- O crédito consignado cresceu rapidamente, saindo de cerca de R$ 1,6 bilhão por mês (até março de 2025) para mais de R$ 6 bilhões mensais, com pico de R$ 10,9 bilhões em março de 2026.
- O desconto em folha reduz a renda disponível dos trabalhadores e aumenta o risco de inadimplência em outras dívidas e gastos.
- O risco é maior para moradias populares do Minha Casa Minha Vida, onde a entrada costuma ficar entre vinte e trinta por cento do valor do imóvel e é parcelada pelo pro soluto.
- Construtoras MRV e Cury destacam atenção ao cenário: a inadimplência pode impactar vendas e carteiras de crédito, ainda que não haja piora empiricamente confirmada até o momento.
- Especialistas apontam que a maior disponibilidade do consignado captura renda e pressiona o endividamento, afetando aluguel, cartão e consumo.
A explosão no crédito consignado somada ao endividamento das famílias elevou o alerta entre as construtoras.
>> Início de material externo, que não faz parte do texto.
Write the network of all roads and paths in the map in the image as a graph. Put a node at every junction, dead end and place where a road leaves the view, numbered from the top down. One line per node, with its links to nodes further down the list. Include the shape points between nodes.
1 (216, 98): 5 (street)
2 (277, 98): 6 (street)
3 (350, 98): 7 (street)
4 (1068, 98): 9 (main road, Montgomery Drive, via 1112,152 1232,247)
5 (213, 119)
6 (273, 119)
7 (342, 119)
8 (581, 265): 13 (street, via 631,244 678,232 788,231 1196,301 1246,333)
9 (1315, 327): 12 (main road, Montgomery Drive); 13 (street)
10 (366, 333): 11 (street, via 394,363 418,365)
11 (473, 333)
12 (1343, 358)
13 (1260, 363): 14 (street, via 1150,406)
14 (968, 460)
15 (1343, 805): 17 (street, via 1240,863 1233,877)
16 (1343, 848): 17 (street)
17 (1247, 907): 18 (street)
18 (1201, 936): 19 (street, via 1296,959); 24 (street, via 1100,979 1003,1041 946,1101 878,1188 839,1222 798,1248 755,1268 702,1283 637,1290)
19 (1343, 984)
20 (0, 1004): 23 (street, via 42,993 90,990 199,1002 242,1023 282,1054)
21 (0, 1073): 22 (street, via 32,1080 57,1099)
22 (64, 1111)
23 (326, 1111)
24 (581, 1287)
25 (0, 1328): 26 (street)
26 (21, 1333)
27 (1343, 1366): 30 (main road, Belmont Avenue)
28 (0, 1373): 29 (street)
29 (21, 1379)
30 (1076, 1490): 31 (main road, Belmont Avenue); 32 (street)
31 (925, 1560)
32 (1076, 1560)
O acesso ampliado a empréstimos com desconto em folha pode reduzir a renda disponível para pagamento de imóveis e comprometer financiamentos de clientes.
Especialistas destacam maior risco para moradias populares, onde a entrada chega a 20% a 30% do valor do imóvel. O restante é financiado pelas próprias construtoras por meio do chamado pro soluto, sem garantia direta do saldo, além do imóvel já utilizado como garantia do banco.
Dados mostram que o consignado cresceu após a criação do Crédito do Trabalhador, com garantia do FGTS. O volume mensal saltou de cerca de 1,6 bilhão para 6 bilhões e atingiu pico de 10,9 bilhões em março de 2026, segundo levantamento de analistas.
O efeito na renda dos trabalhadores é sentido com mais parcelas debitadas diretamente dos salários, elevando o risco de inadimplência em outras parcelas já assumidas, como aluguel, faturas de cartão e demais financiamentos.
Risco de inadimplência e impactos setoriais
Consultor de negócios imobiliários aponta que o valor líquido do salário fica comprimido pelo consignado privado, aumentando o risco da carteira de pro soluto.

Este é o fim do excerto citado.